Installing Wood Flooring- 101

Now that the wood floors are hanging out in our garage, we decided it was probably time to install them.  Hmmm, neither one of us had ever done this before and it didn't sound like one of those things that we should just "figure out as we go along" as some of our house renovations were.  Time to call in the expert...Bob the Builder!  He will show up a lot on this blog, so you better just learn to love him.

The one thing that we knew we needed was an automatic wood floor stapler as opposed to the "old school" stapler that you have to whack.  We really didn't feel like playing Whack-A-Mole, and quite honestly our muscles just aren't up to par to handle one of those bad boys.  Enter the automatic stapler!  Nate was lucky enough to have been given some nail guns with an air compressor as a Christmas gift from his beautiful wife (guess who is writing this post?!?), so we already had the air compressor and Bob knew someone that was willing to let us borrow his automatic stapler.  We are ready to lay some floors!

When laying flooring you need to "step" the flooring in order to be able to randomize the lengths properly, as seen below.  You also need to lay roofing felt underneath the flooring to help with floor creaking and moisture.


We had piles set up in the dining room with each size (we had four different sizes) in one pile.  We chose randomly for the first course which ran against the front wall of our hallway and into our living room.  The floor vents were cut out using a scroll saw, and the boards were shortened accordingly (when they met up with the wall) with a miter saw (a gift from Nate's parents).

For the second course, we started with the leftover piece from the board that was just cut with the miter saw, and then matched the sizes that we used in the first course.  This process continued throughout the home.  If you use this method, your waste should be very, very minimal.  Our waste consisted of a few boards that we just completely screwed up on, and about a half of a dozen short little pieces that were useless.  As long as when you are putting in the last piece against the wall in one course, the "leftovers" from the cut are large enough to be used for the next course you will have no waste!  It really is one of the most rewarding projects that we undertook on this renovation.
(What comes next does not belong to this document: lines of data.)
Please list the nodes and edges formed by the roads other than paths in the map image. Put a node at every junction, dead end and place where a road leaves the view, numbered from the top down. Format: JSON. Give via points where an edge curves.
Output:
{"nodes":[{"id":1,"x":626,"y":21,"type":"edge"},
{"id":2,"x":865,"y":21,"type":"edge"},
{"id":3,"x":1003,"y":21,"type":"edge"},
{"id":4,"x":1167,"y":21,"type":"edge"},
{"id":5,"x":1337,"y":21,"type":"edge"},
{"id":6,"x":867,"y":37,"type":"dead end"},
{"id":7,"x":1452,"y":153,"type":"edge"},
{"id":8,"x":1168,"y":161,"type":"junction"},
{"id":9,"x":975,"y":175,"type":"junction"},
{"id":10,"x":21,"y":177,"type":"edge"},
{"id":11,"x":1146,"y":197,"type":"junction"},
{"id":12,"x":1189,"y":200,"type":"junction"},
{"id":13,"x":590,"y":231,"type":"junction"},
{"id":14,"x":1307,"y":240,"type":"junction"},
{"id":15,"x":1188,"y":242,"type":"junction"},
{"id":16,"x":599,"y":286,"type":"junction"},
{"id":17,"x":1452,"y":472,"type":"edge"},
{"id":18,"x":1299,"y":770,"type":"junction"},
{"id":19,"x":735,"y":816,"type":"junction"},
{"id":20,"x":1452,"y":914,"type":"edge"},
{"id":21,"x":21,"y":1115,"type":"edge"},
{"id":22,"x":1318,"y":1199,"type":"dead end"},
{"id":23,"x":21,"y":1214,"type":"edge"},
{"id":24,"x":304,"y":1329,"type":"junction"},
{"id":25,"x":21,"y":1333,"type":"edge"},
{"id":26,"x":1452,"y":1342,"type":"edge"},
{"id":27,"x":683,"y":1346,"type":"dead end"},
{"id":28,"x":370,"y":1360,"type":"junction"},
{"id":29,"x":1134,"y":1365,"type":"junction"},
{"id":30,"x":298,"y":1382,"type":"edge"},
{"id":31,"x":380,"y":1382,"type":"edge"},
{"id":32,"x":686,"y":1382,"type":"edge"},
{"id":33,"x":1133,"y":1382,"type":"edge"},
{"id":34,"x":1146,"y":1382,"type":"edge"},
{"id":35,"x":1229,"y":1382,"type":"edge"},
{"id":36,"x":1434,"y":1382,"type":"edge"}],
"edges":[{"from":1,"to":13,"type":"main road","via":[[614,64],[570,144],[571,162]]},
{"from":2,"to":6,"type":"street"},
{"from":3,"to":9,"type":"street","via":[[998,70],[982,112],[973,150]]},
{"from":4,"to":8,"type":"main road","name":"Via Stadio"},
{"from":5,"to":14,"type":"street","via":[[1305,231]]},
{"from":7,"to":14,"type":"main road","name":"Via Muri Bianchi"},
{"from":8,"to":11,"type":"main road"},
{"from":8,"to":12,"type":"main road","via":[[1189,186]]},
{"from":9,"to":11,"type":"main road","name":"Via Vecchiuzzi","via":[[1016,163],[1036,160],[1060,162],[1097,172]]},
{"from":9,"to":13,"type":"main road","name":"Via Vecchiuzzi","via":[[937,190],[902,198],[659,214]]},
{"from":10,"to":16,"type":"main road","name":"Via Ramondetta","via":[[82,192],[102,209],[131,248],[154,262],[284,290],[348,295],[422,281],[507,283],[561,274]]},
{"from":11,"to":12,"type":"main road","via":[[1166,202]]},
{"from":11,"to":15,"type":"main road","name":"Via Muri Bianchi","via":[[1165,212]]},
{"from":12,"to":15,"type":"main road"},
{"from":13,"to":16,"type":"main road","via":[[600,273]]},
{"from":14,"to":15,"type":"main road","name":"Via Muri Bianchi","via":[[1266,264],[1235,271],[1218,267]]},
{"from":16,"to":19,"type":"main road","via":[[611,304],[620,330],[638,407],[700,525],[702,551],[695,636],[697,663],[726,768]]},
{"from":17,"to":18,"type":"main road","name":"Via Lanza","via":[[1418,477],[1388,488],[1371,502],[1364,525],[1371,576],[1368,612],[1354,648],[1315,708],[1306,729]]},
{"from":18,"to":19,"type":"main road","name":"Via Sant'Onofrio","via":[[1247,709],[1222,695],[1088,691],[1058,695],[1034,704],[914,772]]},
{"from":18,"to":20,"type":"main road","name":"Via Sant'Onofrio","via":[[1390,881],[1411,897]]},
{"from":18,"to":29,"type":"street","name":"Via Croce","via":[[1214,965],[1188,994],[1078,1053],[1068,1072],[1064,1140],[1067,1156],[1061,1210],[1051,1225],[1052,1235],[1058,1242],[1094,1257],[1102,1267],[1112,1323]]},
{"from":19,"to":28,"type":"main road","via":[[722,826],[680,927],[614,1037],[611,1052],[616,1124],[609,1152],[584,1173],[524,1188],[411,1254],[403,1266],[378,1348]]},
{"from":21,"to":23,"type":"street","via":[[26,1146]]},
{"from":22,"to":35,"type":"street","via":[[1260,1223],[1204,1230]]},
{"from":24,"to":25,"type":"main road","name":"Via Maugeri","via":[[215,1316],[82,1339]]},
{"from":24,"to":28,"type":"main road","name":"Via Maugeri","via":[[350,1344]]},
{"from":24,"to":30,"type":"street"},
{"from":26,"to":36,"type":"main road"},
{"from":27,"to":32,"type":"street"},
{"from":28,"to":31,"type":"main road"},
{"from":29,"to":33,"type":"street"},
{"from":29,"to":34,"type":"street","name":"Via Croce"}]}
We spent about four weeknights installing the flooring.  One of us would pick the piece of flooring, set it, and join the tongue and groove together using a mallet and a wooden block, as to not damage the floors with the mallet, and the other one of us would staple them together.  It was a great project for two people and shockingly our knees and backs handled the work.  Bob basically taught us how to start with the first two courses, and we did the entire rest of the first floor!  We gave ourselves a big 'ole pat on the back when we were finished!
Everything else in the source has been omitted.